*** RECORD EXTRACTS Section Begins ***
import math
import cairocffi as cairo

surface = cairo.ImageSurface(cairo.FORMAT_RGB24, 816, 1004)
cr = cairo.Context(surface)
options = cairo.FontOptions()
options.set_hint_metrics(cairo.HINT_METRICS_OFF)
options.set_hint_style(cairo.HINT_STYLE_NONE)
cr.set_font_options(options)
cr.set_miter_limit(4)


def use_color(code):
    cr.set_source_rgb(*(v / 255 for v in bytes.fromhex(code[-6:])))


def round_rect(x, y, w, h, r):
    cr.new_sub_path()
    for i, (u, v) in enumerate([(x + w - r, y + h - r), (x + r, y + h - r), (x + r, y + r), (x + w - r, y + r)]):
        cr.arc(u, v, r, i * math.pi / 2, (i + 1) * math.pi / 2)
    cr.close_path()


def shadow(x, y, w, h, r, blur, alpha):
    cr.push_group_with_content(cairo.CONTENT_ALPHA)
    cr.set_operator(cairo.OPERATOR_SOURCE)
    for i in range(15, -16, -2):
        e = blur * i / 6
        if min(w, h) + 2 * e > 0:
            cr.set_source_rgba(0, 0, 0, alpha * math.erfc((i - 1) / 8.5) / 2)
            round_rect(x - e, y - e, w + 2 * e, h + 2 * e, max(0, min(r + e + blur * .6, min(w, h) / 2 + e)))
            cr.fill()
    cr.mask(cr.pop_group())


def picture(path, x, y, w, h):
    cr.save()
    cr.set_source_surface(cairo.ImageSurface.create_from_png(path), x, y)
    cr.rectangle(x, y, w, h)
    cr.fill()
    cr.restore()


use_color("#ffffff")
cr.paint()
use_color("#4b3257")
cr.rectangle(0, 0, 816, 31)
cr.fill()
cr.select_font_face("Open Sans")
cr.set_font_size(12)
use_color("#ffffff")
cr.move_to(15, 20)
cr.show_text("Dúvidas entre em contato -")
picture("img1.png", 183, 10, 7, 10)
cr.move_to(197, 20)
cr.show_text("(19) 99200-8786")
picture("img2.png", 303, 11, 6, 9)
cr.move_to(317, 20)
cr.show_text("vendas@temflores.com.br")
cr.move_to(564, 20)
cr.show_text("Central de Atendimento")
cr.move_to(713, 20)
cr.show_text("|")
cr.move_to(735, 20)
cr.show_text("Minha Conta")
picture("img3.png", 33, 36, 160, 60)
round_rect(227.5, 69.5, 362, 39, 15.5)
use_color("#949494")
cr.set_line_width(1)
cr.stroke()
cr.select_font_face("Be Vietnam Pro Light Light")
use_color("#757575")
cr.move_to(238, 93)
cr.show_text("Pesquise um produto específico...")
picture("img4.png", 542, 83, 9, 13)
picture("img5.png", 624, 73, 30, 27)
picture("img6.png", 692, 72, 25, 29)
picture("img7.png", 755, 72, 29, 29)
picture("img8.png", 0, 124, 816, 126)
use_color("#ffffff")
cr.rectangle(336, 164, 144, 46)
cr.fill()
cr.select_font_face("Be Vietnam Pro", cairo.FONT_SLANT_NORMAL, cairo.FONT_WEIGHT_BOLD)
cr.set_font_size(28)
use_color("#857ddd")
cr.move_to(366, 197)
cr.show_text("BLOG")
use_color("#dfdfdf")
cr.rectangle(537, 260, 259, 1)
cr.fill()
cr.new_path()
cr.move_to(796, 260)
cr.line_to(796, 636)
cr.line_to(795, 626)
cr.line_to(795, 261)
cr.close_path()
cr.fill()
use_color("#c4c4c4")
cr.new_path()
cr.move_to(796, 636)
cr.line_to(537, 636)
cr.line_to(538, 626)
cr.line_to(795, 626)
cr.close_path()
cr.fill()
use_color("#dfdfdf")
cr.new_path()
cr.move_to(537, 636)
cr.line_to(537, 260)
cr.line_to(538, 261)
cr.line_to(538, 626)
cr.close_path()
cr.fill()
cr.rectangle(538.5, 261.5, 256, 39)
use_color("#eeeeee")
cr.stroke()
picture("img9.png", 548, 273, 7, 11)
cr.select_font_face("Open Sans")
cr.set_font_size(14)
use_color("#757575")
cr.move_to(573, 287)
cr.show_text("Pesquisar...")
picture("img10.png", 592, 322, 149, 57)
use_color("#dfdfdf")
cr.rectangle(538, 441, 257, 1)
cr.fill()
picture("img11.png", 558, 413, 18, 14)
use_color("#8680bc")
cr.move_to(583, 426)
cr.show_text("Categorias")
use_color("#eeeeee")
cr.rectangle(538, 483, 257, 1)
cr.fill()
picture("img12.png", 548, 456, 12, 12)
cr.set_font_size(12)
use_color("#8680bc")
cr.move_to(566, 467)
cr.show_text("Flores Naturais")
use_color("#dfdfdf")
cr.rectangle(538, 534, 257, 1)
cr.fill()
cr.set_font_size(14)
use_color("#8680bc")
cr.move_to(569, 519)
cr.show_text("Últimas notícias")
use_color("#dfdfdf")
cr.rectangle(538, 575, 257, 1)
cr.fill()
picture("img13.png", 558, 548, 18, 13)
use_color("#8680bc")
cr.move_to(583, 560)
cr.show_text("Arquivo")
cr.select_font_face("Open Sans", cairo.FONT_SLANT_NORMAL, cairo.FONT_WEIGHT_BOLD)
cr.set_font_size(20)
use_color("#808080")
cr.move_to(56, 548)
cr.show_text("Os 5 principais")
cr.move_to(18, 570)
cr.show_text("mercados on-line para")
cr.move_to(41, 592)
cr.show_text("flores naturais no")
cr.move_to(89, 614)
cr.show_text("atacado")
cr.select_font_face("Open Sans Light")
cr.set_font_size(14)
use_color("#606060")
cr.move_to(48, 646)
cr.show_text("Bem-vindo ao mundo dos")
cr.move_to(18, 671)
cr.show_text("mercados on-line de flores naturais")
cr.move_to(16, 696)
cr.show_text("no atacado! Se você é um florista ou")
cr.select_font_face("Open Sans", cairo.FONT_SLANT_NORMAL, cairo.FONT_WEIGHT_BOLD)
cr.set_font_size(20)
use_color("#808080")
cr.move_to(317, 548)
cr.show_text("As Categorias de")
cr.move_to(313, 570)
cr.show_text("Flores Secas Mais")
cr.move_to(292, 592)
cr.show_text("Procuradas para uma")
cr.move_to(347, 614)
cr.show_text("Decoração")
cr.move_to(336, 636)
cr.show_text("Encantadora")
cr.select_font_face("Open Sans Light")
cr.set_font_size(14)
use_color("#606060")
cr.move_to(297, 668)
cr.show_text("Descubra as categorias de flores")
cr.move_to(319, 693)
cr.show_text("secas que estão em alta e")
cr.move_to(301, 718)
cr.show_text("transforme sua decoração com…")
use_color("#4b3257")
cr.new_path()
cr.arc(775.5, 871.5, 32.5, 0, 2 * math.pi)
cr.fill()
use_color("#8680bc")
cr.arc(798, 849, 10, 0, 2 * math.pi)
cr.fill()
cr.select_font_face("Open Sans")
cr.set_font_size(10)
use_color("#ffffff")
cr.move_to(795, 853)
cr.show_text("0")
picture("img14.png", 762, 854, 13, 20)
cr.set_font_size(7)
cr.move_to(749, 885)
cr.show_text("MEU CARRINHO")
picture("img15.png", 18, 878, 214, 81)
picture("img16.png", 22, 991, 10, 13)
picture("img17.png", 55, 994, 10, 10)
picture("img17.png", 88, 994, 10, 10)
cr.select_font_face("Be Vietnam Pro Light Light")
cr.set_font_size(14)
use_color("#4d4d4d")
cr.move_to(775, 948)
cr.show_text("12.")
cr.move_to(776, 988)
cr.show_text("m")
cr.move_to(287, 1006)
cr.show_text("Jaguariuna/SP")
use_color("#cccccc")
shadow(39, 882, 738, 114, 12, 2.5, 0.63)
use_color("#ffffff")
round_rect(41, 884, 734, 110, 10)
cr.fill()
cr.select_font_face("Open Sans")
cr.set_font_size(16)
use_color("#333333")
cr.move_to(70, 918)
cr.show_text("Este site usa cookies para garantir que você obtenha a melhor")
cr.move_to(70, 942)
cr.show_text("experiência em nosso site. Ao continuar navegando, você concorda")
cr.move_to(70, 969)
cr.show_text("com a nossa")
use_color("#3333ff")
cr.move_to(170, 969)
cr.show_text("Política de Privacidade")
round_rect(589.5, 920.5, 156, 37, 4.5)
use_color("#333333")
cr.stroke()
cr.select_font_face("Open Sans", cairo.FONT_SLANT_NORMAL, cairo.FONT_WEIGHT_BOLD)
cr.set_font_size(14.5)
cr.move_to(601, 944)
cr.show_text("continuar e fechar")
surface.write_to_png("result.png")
*** RECORD EXTRACTS Section Ends ***
■ **DIRECTIONS FOR THIS TASK**:
Everything above from the line containing "import cairocffi as cairo" down to the line containing "cr.new_sub_path()" should be copied exactly, both end lines included, and nothing else.

■ **WRITTEN RESPONSE**:
import cairocffi as cairo

surface = cairo.ImageSurface(cairo.FORMAT_RGB24, 816, 1004)
cr = cairo.Context(surface)
options = cairo.FontOptions()
options.set_hint_metrics(cairo.HINT_METRICS_OFF)
options.set_hint_style(cairo.HINT_STYLE_NONE)
cr.set_font_options(options)
cr.set_miter_limit(4)


def use_color(code):
    cr.set_source_rgb(*(v / 255 for v in bytes.fromhex(code[-6:])))


def round_rect(x, y, w, h, r):
    cr.new_sub_path()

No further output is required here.